- Джордж, да ведь _ты_ же сам первый это вспомнил, - сказала мама.
Он оборвал разговор:
- Слушай, а который час?
Молоко было слишком холодное, а кофе - слишком горячий. С первого же
глотка я обжегся; после этого холодное крошево из кукурузных хлопьев
показалось мне тошнотворным.
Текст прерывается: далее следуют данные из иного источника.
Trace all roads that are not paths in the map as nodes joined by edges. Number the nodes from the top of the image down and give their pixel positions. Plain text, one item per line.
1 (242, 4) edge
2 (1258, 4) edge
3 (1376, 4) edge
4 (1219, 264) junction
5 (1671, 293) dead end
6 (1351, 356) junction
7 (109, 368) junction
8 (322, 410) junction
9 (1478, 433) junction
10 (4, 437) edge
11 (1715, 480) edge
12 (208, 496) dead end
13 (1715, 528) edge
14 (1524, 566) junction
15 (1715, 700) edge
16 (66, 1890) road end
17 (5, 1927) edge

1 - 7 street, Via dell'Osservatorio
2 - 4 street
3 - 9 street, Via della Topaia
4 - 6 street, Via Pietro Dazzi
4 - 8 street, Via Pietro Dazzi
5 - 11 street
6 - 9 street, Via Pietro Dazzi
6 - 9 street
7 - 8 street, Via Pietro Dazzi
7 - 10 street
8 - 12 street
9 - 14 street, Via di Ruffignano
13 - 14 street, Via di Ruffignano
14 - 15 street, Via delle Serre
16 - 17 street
И живот у меня в самом деле разболелся, как
будто в подтверждение моей лжи; от бега минут его сводило судорогой.
- Я готов! - крикнул я. - Готов, готов!
Теперь я, как отец, тоже играл перед невидимой публикой, только его
зрители были далеко, так что ему приходилось повышать голос до крика, а
мои рядом, у самой рампы. _Мальчик, забавно держась за живот, проходит
через сцену слева_. Я пошел в столовую взять куртку и книги. Моя верная
жесткая куртка висела за дверью. Отец сидел в качалке, спиной к камину,
где гудел и плясал огонь. Он был в старом, потертом клетчатом пальто с
разноцветными пуговицами, которое он притащил с благотворительной
распродажи, хотя оно было ему мало и едва доходило до колен. На голове у
него была безобразная синяя вязаная шапочка, которую он нашел в школе, в
ящике "для утиля. Когда он натягивал ее по самые уши, то смахивал на
простака с журнальной карикатуры. Эту шапчонку он начал носить недавно, и
я не мог взять в толк, на что она ему сдалась. Волосы у него были еще
густые, едва тронутые сединой. Ты пойми, для меня ведь он никогда не
менялся. Да и в самом деле он выглядел моложе своих лет. Когда он
повернулся ко мне, лицо у него было как у плутоватого уличного сорванца,
повзрослевшего прежде времени. Он вырос в глухом городишке Пассейике. Его
лицо - все эти выпуклости, неглубокие, бесцветные складки - казалось мне
нежным и вместе с тем суровым, мудрым и простодушным; я до сих пор смотрел
на него снизу вверх, а раньше в моем представлении он был ростом чуть не
до неба. Когда я стоял у его ног, на дорожке, мощенной кирпичом, во дворе
нашего олинджерского дома, у зеленой беседки, мне казалось, что голова его
вровень с верхушкой каштана, и я был уверен, что пока он рядом, мне ничто
не страшно.
- Твои учебники на подоконнике, - сказал он. - Ты поел?
Я огрызнулся:
- Ты же сам меня все погоняешь - _скорей, скорей_.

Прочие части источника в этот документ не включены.